[Saved entries]
====

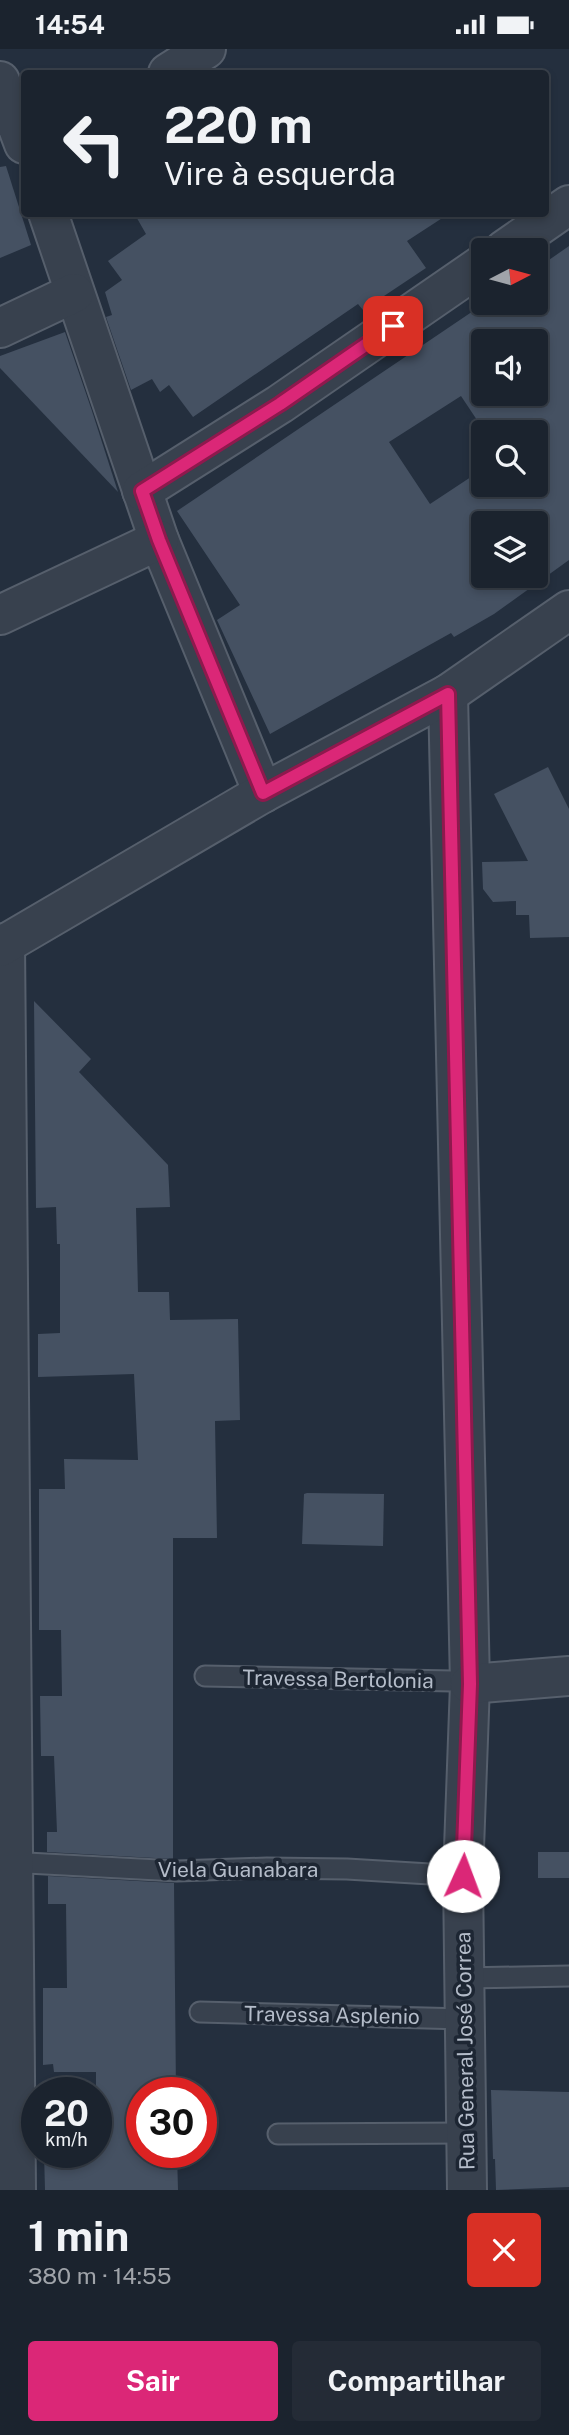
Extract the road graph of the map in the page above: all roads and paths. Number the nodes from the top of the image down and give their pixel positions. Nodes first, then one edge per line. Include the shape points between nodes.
1 (206, 49) edge
2 (173, 70) edge
3 (0, 81) edge
4 (21, 136) edge
5 (569, 205) edge
6 (49, 217) edge
7 (521, 238) edge
8 (471, 272) edge
9 (74, 293) junction
10 (0, 328) edge
11 (142, 491) junction
12 (159, 540) junction
13 (569, 610) edge
14 (0, 615) edge
15 (448, 694) junction
16 (263, 793) junction
17 (3, 945) edge
18 (205, 1676) dead end
19 (569, 1676) edge
20 (470, 1684) junction
21 (6, 1862) edge
22 (463, 1876) junction
23 (569, 1976) edge
24 (464, 1978) junction
25 (200, 2012) dead end
26 (464, 2019) junction
27 (465, 2133) junction
28 (278, 2134) dead end
29 (16, 2190) edge
30 (467, 2190) edge

1 - 2 street
3 - 4 street
5 - 7 street
6 - 9 street
8 - 11 street via 280,404
9 - 10 street
9 - 11 street
11 - 12 street
12 - 14 street
12 - 16 street
13 - 15 street
15 - 16 street
15 - 20 street, Rua General José Correa
16 - 17 street
17 - 21 street
18 - 20 lane, Travessa Bertolonia
19 - 20 street
20 - 22 street, Rua General José Correa
21 - 22 lane, Viela Guanabara via 177,1871 346,1869
21 - 29 street
22 - 24 street, Rua General José Correa
23 - 24 lane
24 - 26 street, Rua General José Correa
25 - 26 lane, Travessa Asplenio
26 - 27 street, Rua General José Correa
27 - 28 lane
27 - 30 street, Rua General José Correa

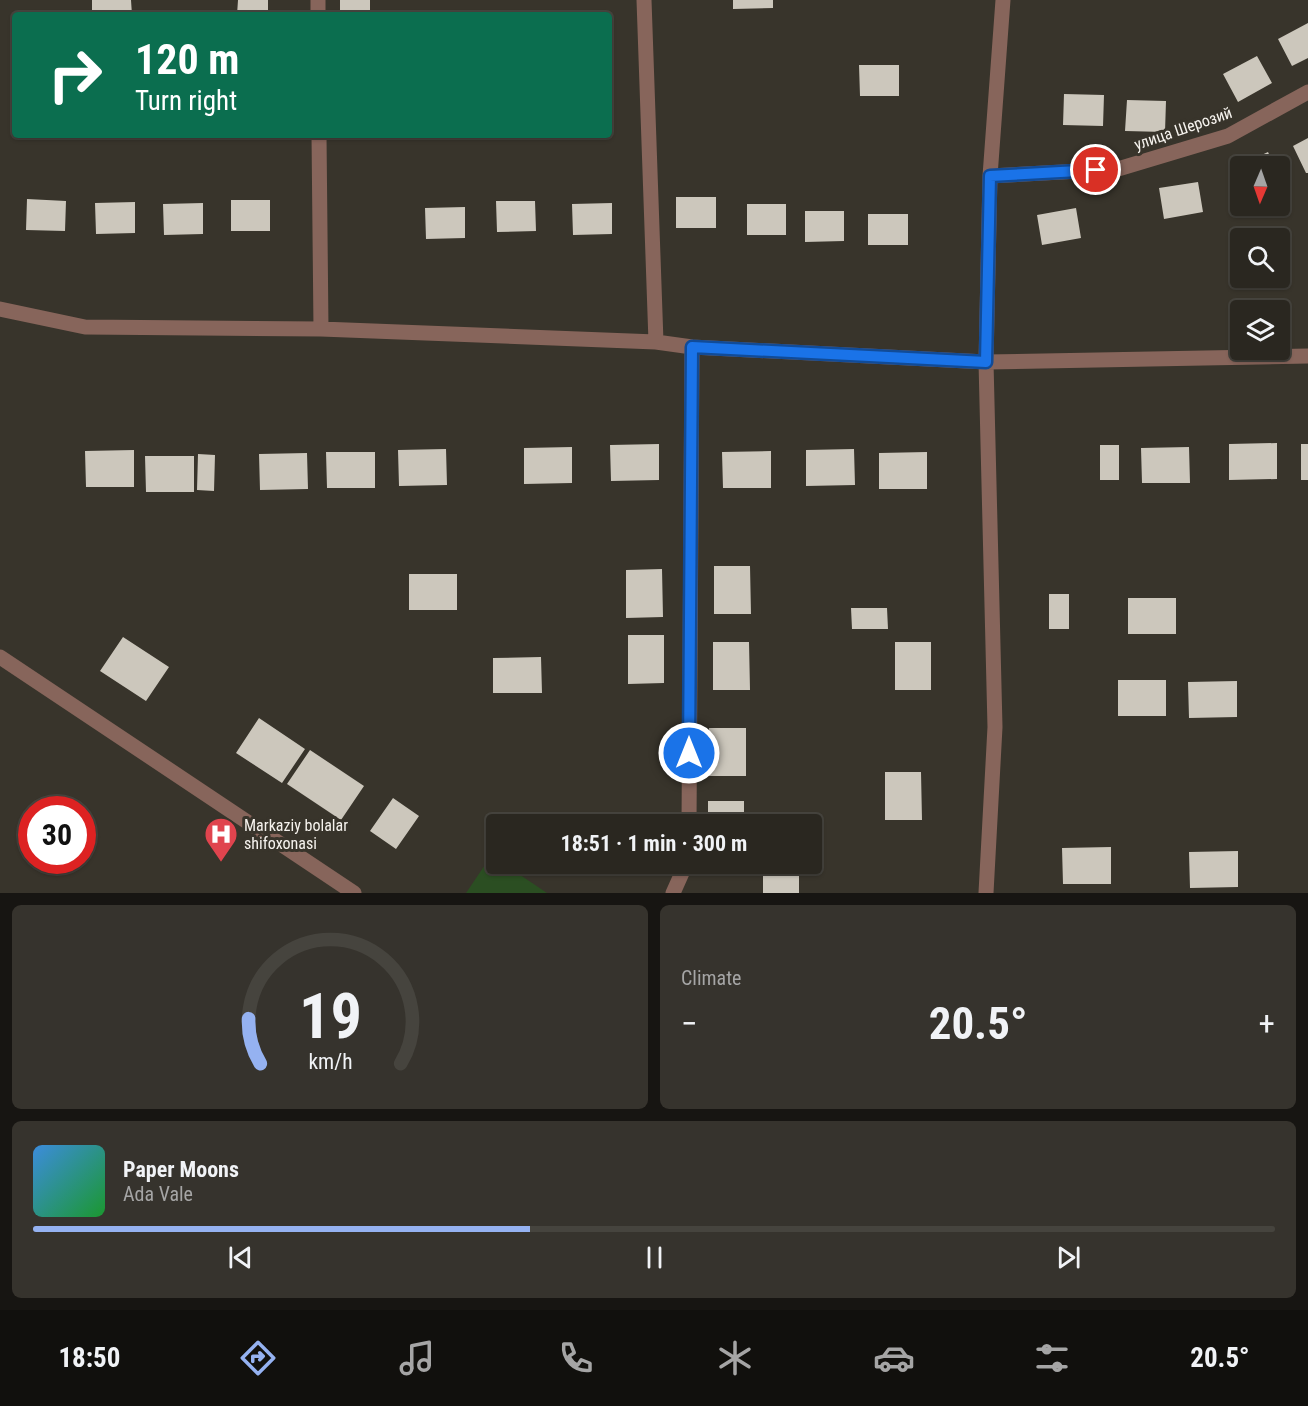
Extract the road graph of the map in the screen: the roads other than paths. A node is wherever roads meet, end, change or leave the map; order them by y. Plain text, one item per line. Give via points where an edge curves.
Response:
1 (644, 0) edge
2 (1003, 0) edge
3 (1308, 92) edge
4 (319, 138) edge
5 (990, 176) junction
6 (0, 309) edge
7 (321, 329) junction
8 (656, 342) junction
9 (692, 347) junction
10 (1308, 356) edge
11 (986, 362) junction
12 (0, 657) edge
13 (689, 814) edge
14 (682, 874) edge
15 (354, 893) edge
16 (673, 893) edge
17 (986, 893) edge

1 - 8 street
2 - 5 street
3 - 5 street, улица Шерозий via 1228,136 1118,169
4 - 7 street
5 - 11 street
6 - 7 street via 85,327
7 - 8 street
8 - 9 street
9 - 11 street
9 - 13 street
10 - 11 street
11 - 17 street via 995,727
12 - 15 street
14 - 16 street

====

## YOUR TASK
Output the entries verbatim, skipping images.

## THE ANSWER
Extract the road graph of the map in the page above: all roads and paths. Number the nodes from the top of the image down and give their pixel positions. Nodes first, then one edge per line. Include the shape points between nodes.
1 (206, 49) edge
2 (173, 70) edge
3 (0, 81) edge
4 (21, 136) edge
5 (569, 205) edge
6 (49, 217) edge
7 (521, 238) edge
8 (471, 272) edge
9 (74, 293) junction
10 (0, 328) edge
11 (142, 491) junction
12 (159, 540) junction
13 (569, 610) edge
14 (0, 615) edge
15 (448, 694) junction
16 (263, 793) junction
17 (3, 945) edge
18 (205, 1676) dead end
19 (569, 1676) edge
20 (470, 1684) junction
21 (6, 1862) edge
22 (463, 1876) junction
23 (569, 1976) edge
24 (464, 1978) junction
25 (200, 2012) dead end
26 (464, 2019) junction
27 (465, 2133) junction
28 (278, 2134) dead end
29 (16, 2190) edge
30 (467, 2190) edge

1 - 2 street
3 - 4 street
5 - 7 street
6 - 9 street
8 - 11 street via 280,404
9 - 10 street
9 - 11 street
11 - 12 street
12 - 14 street
12 - 16 street
13 - 15 street
15 - 16 street
15 - 20 street, Rua General José Correa
16 - 17 street
17 - 21 street
18 - 20 lane, Travessa Bertolonia
19 - 20 street
20 - 22 street, Rua General José Correa
21 - 22 lane, Viela Guanabara via 177,1871 346,1869
21 - 29 street
22 - 24 street, Rua General José Correa
23 - 24 lane
24 - 26 street, Rua General José Correa
25 - 26 lane, Travessa Asplenio
26 - 27 street, Rua General José Correa
27 - 28 lane
27 - 30 street, Rua General José Correa

Extract the road graph of the map in the screen: the roads other than paths. A node is wherever roads meet, end, change or leave the map; order them by y. Plain text, one item per line. Give via points where an edge curves.
Response:
1 (644, 0) edge
2 (1003, 0) edge
3 (1308, 92) edge
4 (319, 138) edge
5 (990, 176) junction
6 (0, 309) edge
7 (321, 329) junction
8 (656, 342) junction
9 (692, 347) junction
10 (1308, 356) edge
11 (986, 362) junction
12 (0, 657) edge
13 (689, 814) edge
14 (682, 874) edge
15 (354, 893) edge
16 (673, 893) edge
17 (986, 893) edge

1 - 8 street
2 - 5 street
3 - 5 street, улица Шерозий via 1228,136 1118,169
4 - 7 street
5 - 11 street
6 - 7 street via 85,327
7 - 8 street
8 - 9 street
9 - 11 street
9 - 13 street
10 - 11 street
11 - 17 street via 995,727
12 - 15 street
14 - 16 street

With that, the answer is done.